During a recent Diet debate, Katsuya Okada, president of the main opposition Democratic Party of Japan, objected to expanding the overseas activities of the Self-Defense Forces. He told Abe, “The danger of proactive pacifism lies in the fact that it pursues two separate goals simultaneously--Japan’s self-defense and world peace--as if they were one and the same.”

But Abe dismissed Okada’s argument out of hand. “You are mistaken,” he shot back. “Proactive peace diplomacy is what proactive pacifism is all about.”

As one example of a situation where Japan’s exercise of its right to collective self-defense may be anticipated, Abe cited SDF minesweeping operations in the Strait of Hormuz in the Middle East. This is an issue on which Abe’s Liberal Democratic Party does not see eye to eye with its junior coalition partner, Komeito.

Minesweeping constitutes an exercise of armed force if conducted before a truce accord is in place. Is the legislature going to allow this? Komeito has been in discussions with the LDP, but Komeito must make its position clear in the Diet.

Where domestic issues are concerned, the rapidly growing income disparity is starting to change the fabric of society.

Kazuo Shii, chairman of the Japanese Communist Party, blamed Abe’s economic policy for “only causing the growing income disparity, nothing more.”

Abe retorted, “You cannot tell whether the disparity is really growing.” But who can truly believe and say that there is no inequality under Japan’s current taxation and employment systems?

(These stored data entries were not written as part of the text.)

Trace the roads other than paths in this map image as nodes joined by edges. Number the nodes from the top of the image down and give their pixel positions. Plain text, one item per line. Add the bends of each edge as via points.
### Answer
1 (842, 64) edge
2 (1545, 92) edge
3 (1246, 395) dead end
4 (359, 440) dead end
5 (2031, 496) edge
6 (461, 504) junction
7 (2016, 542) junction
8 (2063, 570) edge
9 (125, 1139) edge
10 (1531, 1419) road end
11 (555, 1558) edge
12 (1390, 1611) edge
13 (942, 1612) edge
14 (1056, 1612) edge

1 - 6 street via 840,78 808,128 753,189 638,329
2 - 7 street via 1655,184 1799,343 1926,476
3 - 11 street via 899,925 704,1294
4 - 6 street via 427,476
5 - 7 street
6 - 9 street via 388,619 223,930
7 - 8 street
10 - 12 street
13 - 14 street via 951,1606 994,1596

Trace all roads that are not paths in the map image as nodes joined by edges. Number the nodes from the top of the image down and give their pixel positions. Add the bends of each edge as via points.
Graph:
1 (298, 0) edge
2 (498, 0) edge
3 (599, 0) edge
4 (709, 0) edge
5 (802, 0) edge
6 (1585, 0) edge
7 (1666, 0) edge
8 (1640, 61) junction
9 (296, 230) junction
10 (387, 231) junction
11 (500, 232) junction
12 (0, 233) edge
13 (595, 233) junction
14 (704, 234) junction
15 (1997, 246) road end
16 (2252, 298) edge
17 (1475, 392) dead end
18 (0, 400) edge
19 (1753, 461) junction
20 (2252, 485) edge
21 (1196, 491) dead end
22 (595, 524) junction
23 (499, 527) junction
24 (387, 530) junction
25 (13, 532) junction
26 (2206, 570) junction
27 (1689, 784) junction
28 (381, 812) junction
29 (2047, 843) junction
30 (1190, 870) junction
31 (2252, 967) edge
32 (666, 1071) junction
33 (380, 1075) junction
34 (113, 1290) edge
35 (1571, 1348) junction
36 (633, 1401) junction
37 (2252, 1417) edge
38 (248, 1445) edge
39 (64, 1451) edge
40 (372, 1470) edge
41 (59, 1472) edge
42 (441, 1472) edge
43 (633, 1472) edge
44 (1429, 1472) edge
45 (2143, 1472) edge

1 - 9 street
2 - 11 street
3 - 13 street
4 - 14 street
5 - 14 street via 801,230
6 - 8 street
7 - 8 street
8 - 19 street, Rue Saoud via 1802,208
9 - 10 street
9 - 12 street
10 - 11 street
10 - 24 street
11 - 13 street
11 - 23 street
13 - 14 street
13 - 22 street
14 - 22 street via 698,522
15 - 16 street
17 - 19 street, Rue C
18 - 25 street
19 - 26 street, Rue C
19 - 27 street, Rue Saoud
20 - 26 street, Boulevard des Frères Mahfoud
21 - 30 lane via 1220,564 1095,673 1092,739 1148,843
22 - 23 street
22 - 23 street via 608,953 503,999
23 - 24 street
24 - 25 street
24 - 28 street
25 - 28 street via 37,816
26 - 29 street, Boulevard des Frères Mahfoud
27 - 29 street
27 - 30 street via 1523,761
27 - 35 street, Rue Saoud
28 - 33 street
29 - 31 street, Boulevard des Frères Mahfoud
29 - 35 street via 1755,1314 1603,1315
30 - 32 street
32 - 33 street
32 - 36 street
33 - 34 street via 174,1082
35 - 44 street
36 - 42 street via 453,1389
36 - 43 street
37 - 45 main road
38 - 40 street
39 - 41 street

Under Japan’s parliamentary Cabinet system, the Cabinet is formed by the majority camp in the Diet, which renders it difficult for opposition parties to make the government change its bills and policies.

Still, it is an important role of opposition parties to expose problems and flaws in government bills through debate to enable the public to form informed opinions. And it is definitely not what the prime minister disdainfully refers to as “argumentative nitpicking.”

In this landmark year when “postwar” as a concept could start changing, both the ruling and opposition camps bear a heavy responsibility in the Diet.